EXERCISE INPUTS: Begin

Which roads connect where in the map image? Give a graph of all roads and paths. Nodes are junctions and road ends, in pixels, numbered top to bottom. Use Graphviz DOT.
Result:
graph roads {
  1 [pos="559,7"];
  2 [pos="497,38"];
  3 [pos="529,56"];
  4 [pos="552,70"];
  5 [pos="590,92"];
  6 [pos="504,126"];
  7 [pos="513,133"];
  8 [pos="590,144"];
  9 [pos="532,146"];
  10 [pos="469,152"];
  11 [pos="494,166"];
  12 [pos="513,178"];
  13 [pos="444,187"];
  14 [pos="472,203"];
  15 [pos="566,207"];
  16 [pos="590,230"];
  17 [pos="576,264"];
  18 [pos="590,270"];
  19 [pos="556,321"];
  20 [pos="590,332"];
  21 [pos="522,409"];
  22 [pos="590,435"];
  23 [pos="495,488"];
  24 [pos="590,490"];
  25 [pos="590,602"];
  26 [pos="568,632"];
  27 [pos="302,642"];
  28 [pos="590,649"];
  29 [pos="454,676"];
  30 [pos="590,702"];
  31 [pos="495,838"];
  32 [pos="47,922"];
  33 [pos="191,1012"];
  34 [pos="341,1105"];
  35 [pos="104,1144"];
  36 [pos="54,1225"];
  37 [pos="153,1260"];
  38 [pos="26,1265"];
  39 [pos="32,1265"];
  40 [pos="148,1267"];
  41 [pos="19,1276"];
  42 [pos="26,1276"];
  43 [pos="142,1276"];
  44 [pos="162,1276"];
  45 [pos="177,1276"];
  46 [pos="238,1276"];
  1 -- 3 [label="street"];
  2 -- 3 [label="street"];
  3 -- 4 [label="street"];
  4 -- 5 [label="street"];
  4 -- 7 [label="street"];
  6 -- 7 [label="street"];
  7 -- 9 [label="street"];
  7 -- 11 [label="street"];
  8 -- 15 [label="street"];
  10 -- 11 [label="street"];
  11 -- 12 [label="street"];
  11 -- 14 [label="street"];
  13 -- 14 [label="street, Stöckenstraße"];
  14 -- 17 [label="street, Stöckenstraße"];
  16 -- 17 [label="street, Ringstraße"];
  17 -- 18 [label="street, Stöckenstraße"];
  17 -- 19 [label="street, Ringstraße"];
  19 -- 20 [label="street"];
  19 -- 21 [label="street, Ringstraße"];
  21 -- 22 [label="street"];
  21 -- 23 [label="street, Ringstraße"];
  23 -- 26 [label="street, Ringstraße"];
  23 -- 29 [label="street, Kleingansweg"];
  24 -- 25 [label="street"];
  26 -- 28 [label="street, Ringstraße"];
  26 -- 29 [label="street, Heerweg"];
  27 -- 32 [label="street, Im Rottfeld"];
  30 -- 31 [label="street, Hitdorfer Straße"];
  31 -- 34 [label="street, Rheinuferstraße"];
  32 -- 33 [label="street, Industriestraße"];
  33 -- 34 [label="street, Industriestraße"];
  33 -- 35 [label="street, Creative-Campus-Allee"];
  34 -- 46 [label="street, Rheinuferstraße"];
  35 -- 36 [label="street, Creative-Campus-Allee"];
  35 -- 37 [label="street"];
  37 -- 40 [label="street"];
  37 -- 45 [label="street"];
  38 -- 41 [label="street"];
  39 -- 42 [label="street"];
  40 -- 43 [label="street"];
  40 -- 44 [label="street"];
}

EXERCISE INPUTS: End

- DESCRIPTION OF THE TASK
The answer must be the data above, repeated exactly as it stands.

- WRITTEN RESPONSE
Which roads connect where in the map image? Give a graph of all roads and paths. Nodes are junctions and road ends, in pixels, numbered top to bottom. Use Graphviz DOT.
Result:
graph roads {
  1 [pos="559,7"];
  2 [pos="497,38"];
  3 [pos="529,56"];
  4 [pos="552,70"];
  5 [pos="590,92"];
  6 [pos="504,126"];
  7 [pos="513,133"];
  8 [pos="590,144"];
  9 [pos="532,146"];
  10 [pos="469,152"];
  11 [pos="494,166"];
  12 [pos="513,178"];
  13 [pos="444,187"];
  14 [pos="472,203"];
  15 [pos="566,207"];
  16 [pos="590,230"];
  17 [pos="576,264"];
  18 [pos="590,270"];
  19 [pos="556,321"];
  20 [pos="590,332"];
  21 [pos="522,409"];
  22 [pos="590,435"];
  23 [pos="495,488"];
  24 [pos="590,490"];
  25 [pos="590,602"];
  26 [pos="568,632"];
  27 [pos="302,642"];
  28 [pos="590,649"];
  29 [pos="454,676"];
  30 [pos="590,702"];
  31 [pos="495,838"];
  32 [pos="47,922"];
  33 [pos="191,1012"];
  34 [pos="341,1105"];
  35 [pos="104,1144"];
  36 [pos="54,1225"];
  37 [pos="153,1260"];
  38 [pos="26,1265"];
  39 [pos="32,1265"];
  40 [pos="148,1267"];
  41 [pos="19,1276"];
  42 [pos="26,1276"];
  43 [pos="142,1276"];
  44 [pos="162,1276"];
  45 [pos="177,1276"];
  46 [pos="238,1276"];
  1 -- 3 [label="street"];
  2 -- 3 [label="street"];
  3 -- 4 [label="street"];
  4 -- 5 [label="street"];
  4 -- 7 [label="street"];
  6 -- 7 [label="street"];
  7 -- 9 [label="street"];
  7 -- 11 [label="street"];
  8 -- 15 [label="street"];
  10 -- 11 [label="street"];
  11 -- 12 [label="street"];
  11 -- 14 [label="street"];
  13 -- 14 [label="street, Stöckenstraße"];
  14 -- 17 [label="street, Stöckenstraße"];
  16 -- 17 [label="street, Ringstraße"];
  17 -- 18 [label="street, Stöckenstraße"];
  17 -- 19 [label="street, Ringstraße"];
  19 -- 20 [label="street"];
  19 -- 21 [label="street, Ringstraße"];
  21 -- 22 [label="street"];
  21 -- 23 [label="street, Ringstraße"];
  23 -- 26 [label="street, Ringstraße"];
  23 -- 29 [label="street, Kleingansweg"];
  24 -- 25 [label="street"];
  26 -- 28 [label="street, Ringstraße"];
  26 -- 29 [label="street, Heerweg"];
  27 -- 32 [label="street, Im Rottfeld"];
  30 -- 31 [label="street, Hitdorfer Straße"];
  31 -- 34 [label="street, Rheinuferstraße"];
  32 -- 33 [label="street, Industriestraße"];
  33 -- 34 [label="street, Industriestraße"];
  33 -- 35 [label="street, Creative-Campus-Allee"];
  34 -- 46 [label="street, Rheinuferstraße"];
  35 -- 36 [label="street, Creative-Campus-Allee"];
  35 -- 37 [label="street"];
  37 -- 40 [label="street"];
  37 -- 45 [label="street"];
  38 -- 41 [label="street"];
  39 -- 42 [label="street"];
  40 -- 43 [label="street"];
  40 -- 44 [label="street"];
}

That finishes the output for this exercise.